#### [Exercise]
Extract each line from the entries below that has the string "bottom" in it.

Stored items
****************
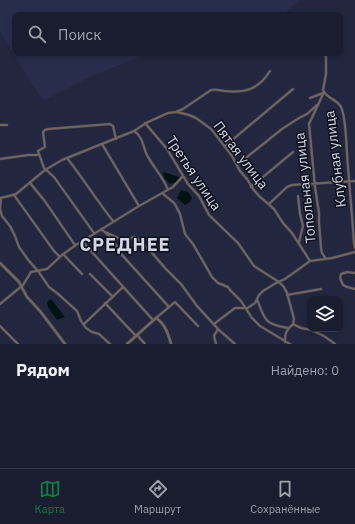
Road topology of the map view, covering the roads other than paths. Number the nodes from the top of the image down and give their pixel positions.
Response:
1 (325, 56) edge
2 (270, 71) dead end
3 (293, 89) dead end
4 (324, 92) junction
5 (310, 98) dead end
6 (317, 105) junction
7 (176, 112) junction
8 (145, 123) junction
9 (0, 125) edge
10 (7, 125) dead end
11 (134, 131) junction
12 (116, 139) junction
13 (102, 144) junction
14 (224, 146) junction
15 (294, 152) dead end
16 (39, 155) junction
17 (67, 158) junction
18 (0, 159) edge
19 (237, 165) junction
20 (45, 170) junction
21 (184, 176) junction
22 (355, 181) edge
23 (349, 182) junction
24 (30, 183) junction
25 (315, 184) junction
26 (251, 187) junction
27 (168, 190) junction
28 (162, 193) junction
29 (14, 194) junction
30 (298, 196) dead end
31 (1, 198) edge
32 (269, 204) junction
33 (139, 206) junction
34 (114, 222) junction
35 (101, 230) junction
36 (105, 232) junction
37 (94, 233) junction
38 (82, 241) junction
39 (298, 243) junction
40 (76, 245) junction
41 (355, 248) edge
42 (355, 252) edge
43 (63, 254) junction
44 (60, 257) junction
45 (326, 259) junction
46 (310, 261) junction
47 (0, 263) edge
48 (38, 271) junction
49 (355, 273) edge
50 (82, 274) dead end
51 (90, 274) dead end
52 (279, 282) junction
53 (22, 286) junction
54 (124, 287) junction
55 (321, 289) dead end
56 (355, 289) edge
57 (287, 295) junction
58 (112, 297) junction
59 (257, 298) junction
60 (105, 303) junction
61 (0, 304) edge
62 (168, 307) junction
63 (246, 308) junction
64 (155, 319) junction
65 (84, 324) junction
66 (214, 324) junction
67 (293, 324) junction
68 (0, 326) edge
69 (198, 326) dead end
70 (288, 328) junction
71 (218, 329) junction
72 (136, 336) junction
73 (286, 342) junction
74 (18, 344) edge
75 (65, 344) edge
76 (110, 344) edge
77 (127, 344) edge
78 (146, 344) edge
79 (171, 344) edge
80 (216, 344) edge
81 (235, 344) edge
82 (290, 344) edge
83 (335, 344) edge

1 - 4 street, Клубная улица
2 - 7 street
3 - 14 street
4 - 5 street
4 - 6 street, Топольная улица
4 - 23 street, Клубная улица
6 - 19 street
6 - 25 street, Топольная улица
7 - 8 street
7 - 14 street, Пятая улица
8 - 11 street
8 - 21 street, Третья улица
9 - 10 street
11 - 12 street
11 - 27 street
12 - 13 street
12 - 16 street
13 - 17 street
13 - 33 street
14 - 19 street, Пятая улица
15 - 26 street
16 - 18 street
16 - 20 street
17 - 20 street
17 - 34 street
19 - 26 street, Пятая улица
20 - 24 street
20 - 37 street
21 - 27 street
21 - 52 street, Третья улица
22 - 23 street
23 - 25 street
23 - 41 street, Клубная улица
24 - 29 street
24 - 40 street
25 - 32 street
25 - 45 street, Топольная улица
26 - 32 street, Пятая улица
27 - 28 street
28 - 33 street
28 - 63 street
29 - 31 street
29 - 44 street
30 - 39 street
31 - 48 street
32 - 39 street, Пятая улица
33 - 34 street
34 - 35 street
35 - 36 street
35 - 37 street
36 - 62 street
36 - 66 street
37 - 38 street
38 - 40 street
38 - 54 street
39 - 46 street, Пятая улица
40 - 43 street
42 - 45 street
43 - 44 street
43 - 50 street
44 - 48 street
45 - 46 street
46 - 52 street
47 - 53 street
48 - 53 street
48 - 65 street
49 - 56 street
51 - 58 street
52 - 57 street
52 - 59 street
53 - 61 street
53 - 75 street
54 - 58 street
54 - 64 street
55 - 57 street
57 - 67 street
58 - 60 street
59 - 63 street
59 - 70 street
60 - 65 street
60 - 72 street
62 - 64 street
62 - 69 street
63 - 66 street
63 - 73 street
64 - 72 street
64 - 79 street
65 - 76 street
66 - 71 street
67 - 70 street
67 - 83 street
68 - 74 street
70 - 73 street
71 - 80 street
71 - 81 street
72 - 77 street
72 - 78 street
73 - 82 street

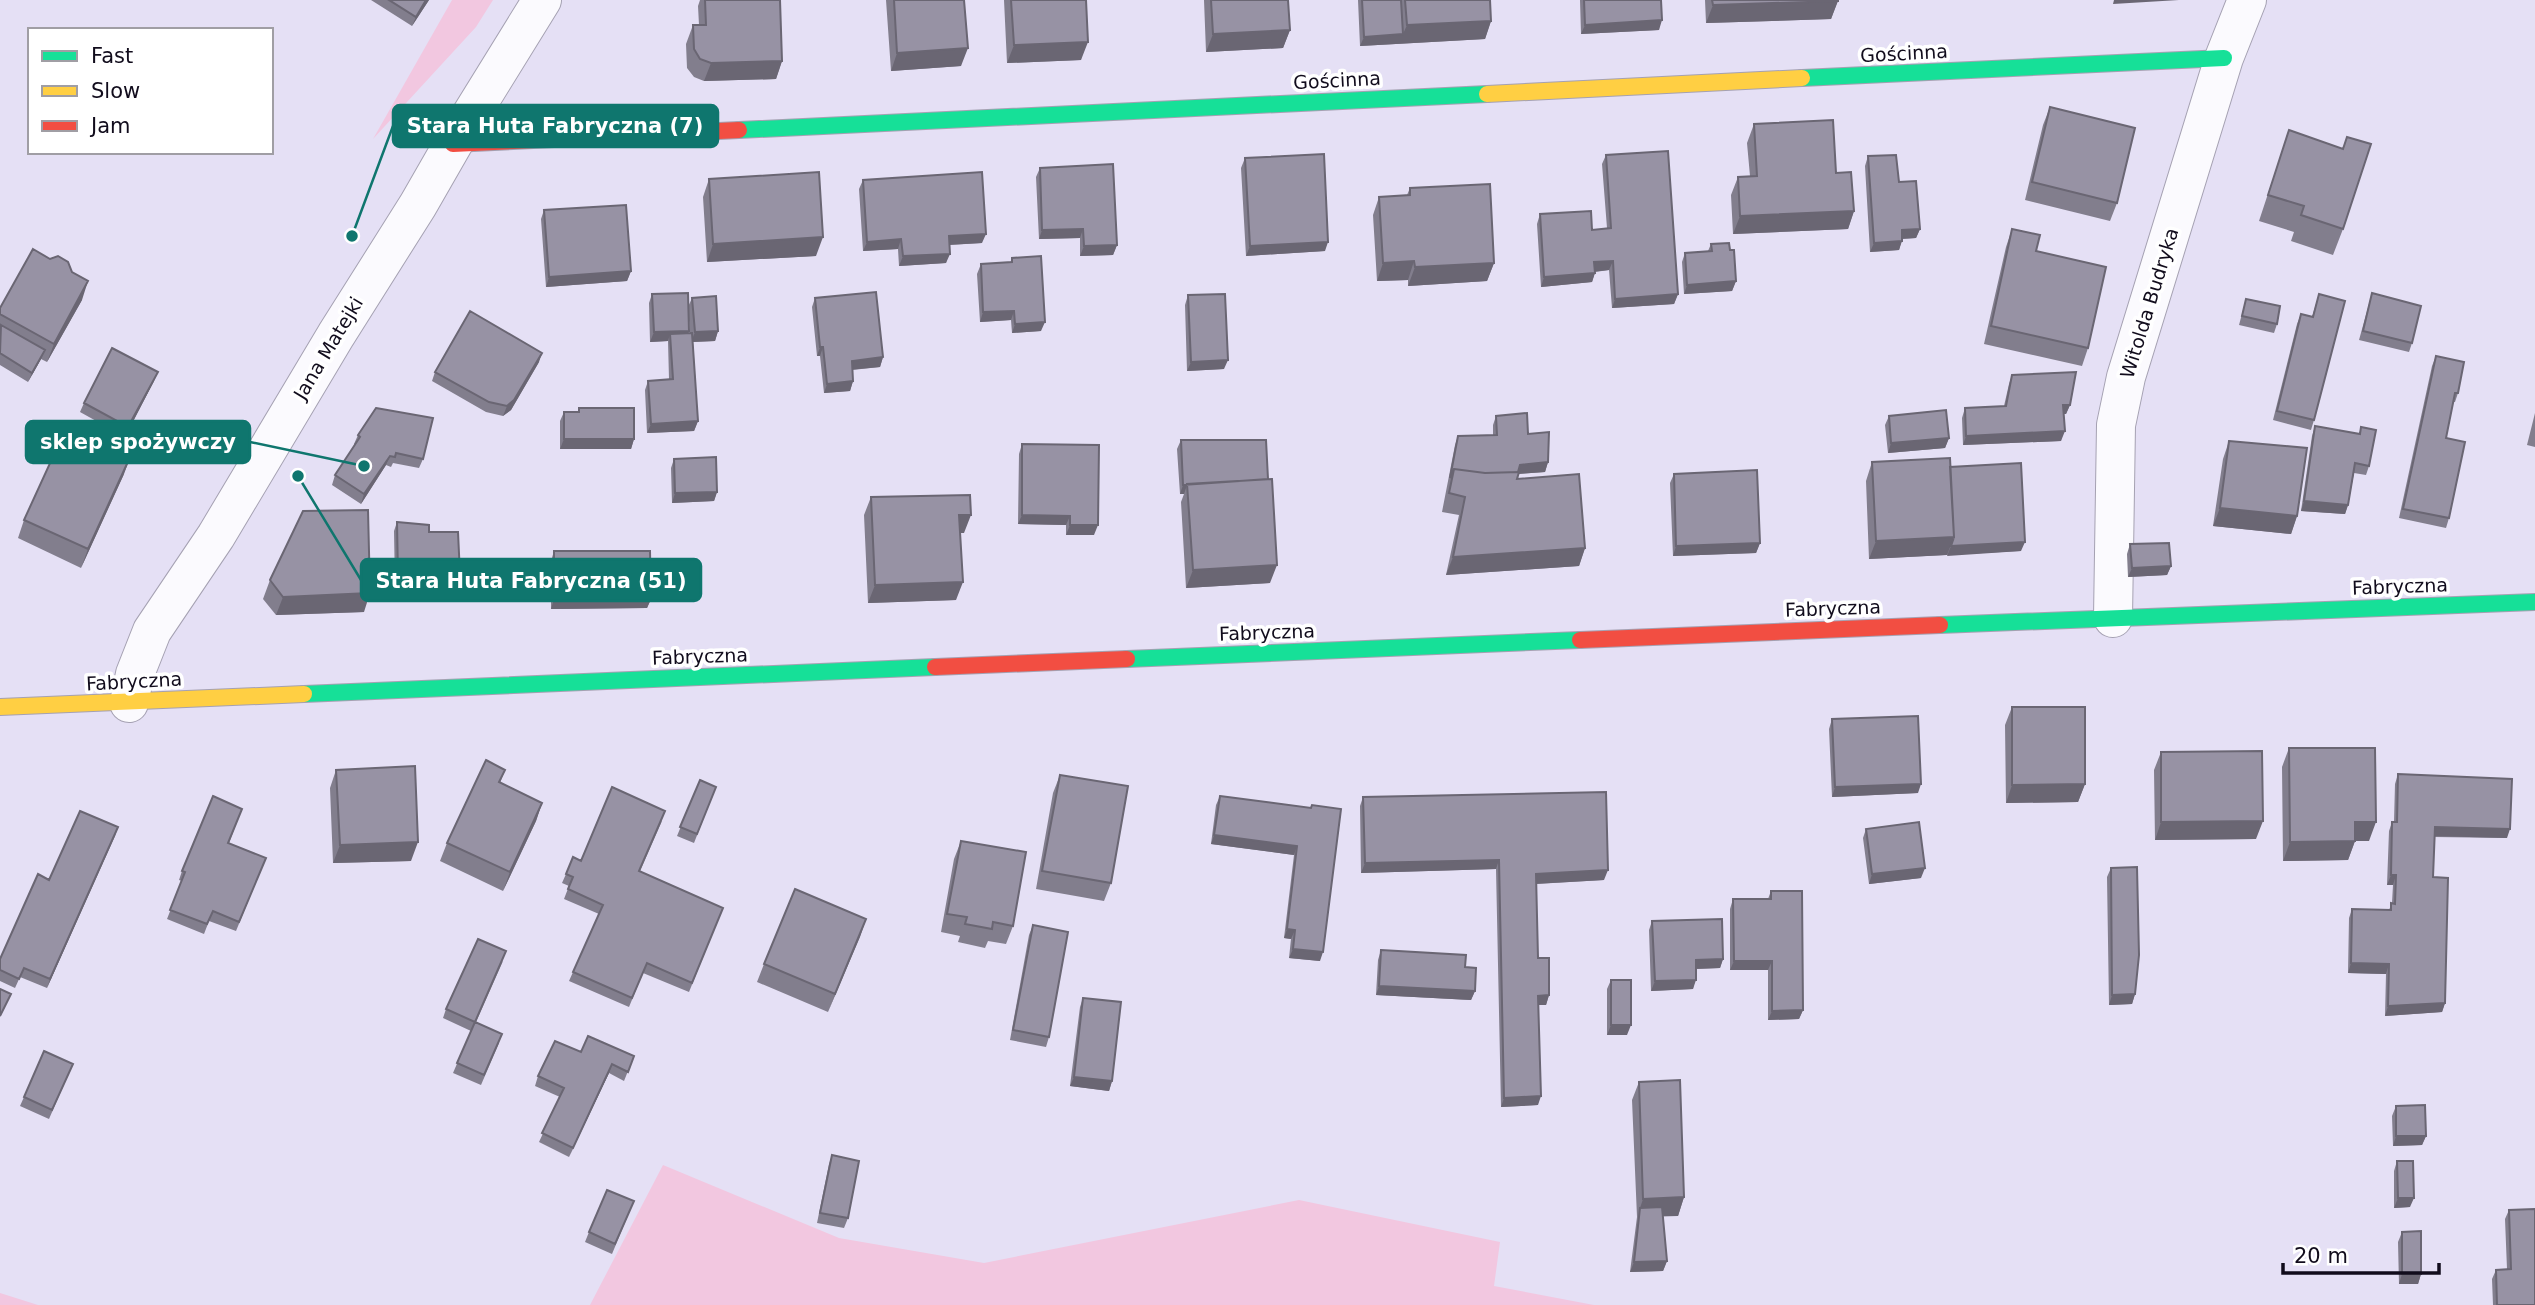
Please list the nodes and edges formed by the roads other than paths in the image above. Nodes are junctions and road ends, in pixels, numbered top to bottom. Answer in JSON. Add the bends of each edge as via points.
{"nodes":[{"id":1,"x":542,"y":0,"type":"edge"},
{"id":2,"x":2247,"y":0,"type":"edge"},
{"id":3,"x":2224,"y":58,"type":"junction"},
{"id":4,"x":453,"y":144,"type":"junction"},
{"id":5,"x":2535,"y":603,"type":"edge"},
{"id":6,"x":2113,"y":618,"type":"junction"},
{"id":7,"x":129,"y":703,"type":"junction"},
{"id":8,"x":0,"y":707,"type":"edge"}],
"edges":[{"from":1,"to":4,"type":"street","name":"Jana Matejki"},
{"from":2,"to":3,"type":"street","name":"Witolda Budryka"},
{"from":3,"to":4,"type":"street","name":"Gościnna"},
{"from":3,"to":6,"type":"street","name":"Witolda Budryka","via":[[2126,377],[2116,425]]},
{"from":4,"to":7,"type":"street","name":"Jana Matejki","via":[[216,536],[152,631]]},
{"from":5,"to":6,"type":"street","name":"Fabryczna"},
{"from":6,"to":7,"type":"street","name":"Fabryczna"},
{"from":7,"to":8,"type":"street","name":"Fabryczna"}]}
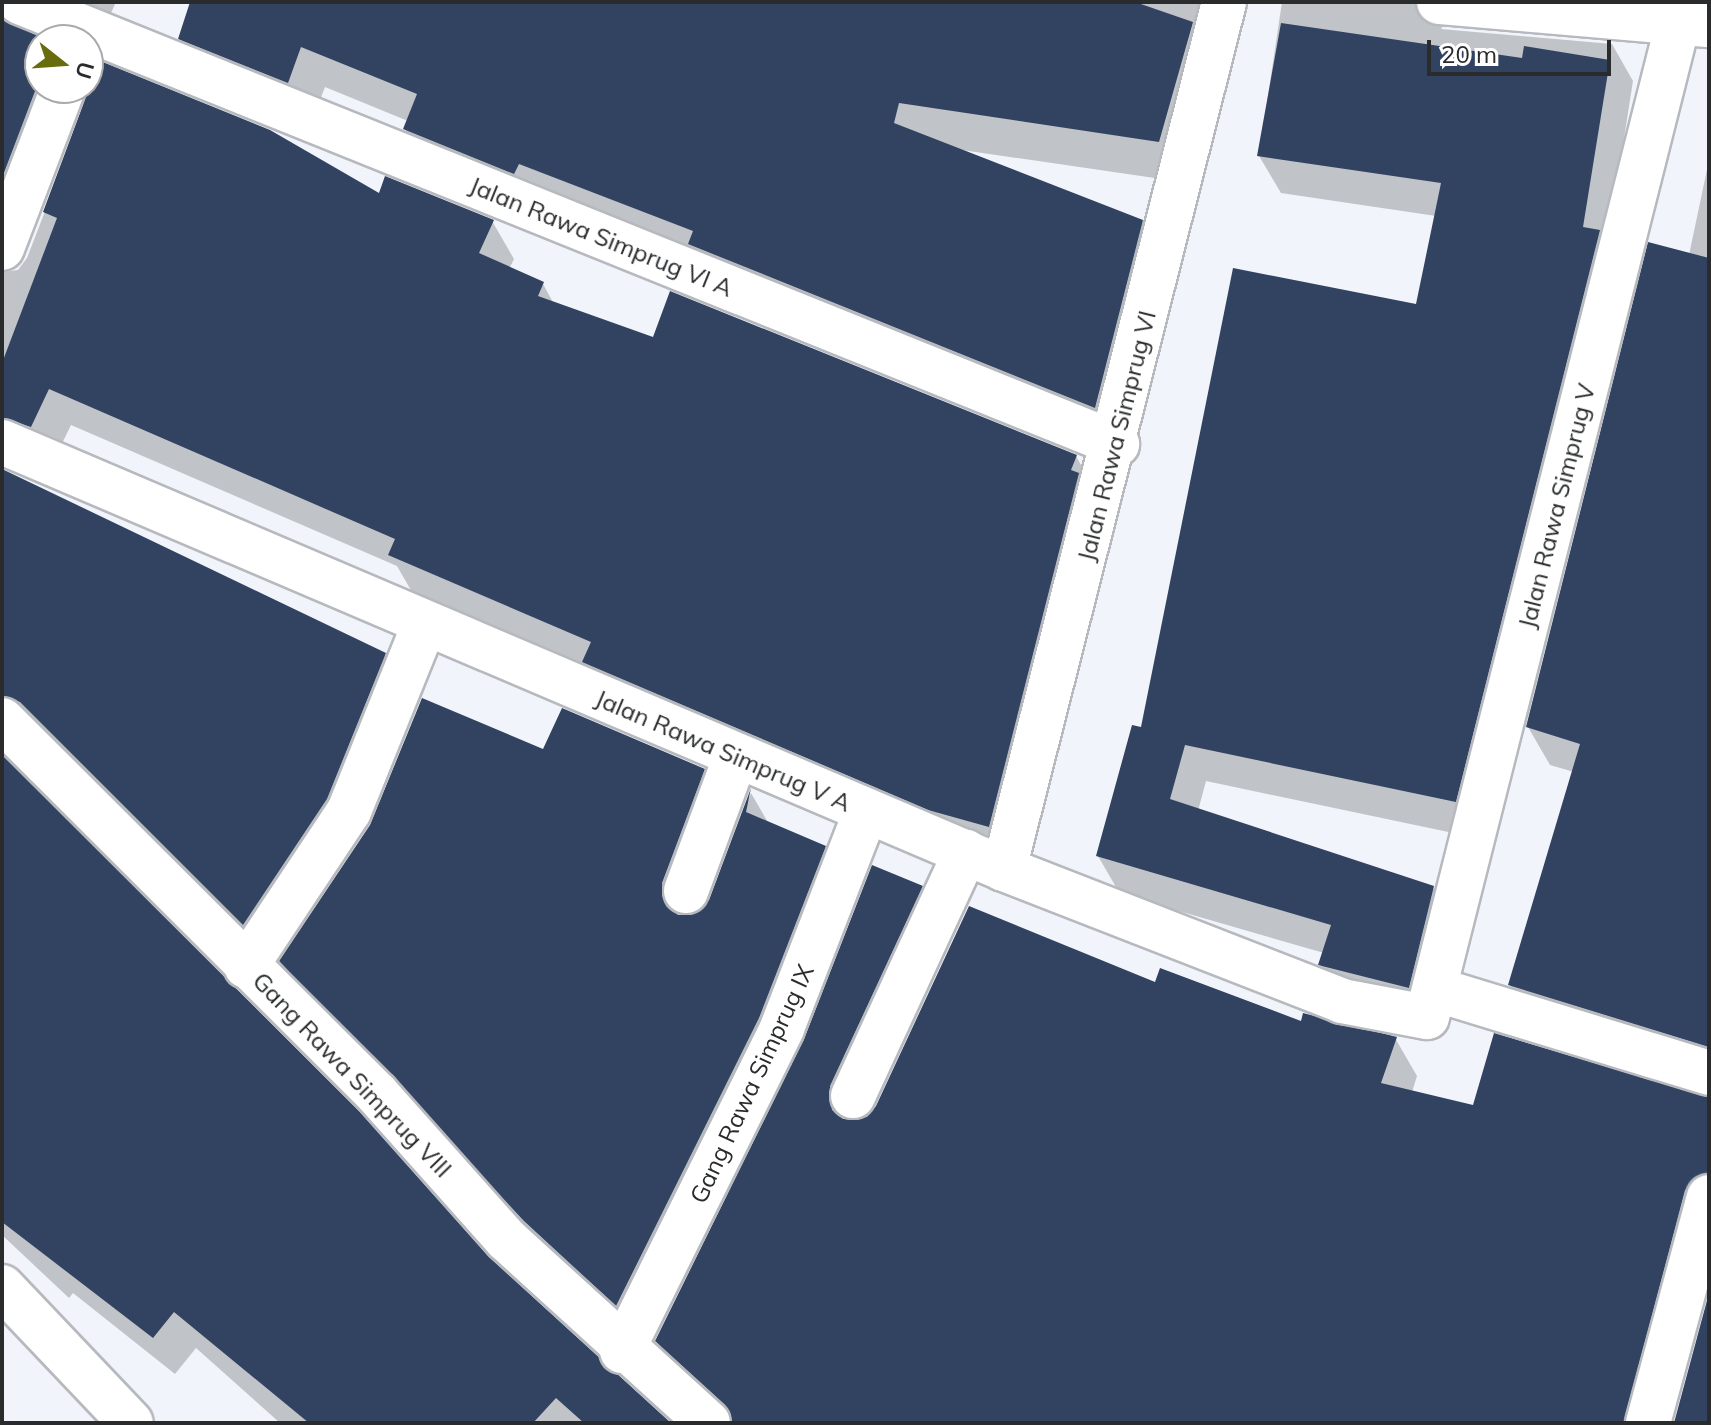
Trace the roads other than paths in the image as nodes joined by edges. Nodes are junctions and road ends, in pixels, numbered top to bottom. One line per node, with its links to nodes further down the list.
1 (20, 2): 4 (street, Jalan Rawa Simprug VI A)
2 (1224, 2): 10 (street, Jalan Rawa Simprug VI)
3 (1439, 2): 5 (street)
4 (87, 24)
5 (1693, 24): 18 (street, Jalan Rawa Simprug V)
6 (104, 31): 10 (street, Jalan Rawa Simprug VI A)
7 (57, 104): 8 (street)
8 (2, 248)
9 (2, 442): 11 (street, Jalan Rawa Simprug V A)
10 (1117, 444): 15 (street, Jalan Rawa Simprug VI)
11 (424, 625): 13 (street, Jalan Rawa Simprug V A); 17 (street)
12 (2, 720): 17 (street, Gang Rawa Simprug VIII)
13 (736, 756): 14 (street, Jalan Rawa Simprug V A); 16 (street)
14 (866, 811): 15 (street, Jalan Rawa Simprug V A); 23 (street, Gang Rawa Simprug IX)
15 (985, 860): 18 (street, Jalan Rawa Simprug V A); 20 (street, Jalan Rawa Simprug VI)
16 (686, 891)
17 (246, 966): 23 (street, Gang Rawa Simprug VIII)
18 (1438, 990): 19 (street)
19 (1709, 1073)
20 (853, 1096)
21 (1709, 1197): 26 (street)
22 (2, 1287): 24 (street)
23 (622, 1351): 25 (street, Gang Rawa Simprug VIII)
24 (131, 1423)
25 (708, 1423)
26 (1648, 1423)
****************
#### [Output]
Please list the nodes and edges formed by the roads other than paths in the image above. Nodes are junctions and road ends, in pixels, numbered top to bottom. Answer in JSON. Add the bends of each edge as via points.
Trace the roads other than paths in the image as nodes joined by edges. Nodes are junctions and road ends, in pixels, numbered top to bottom. One line per node, with its links to nodes further down the list.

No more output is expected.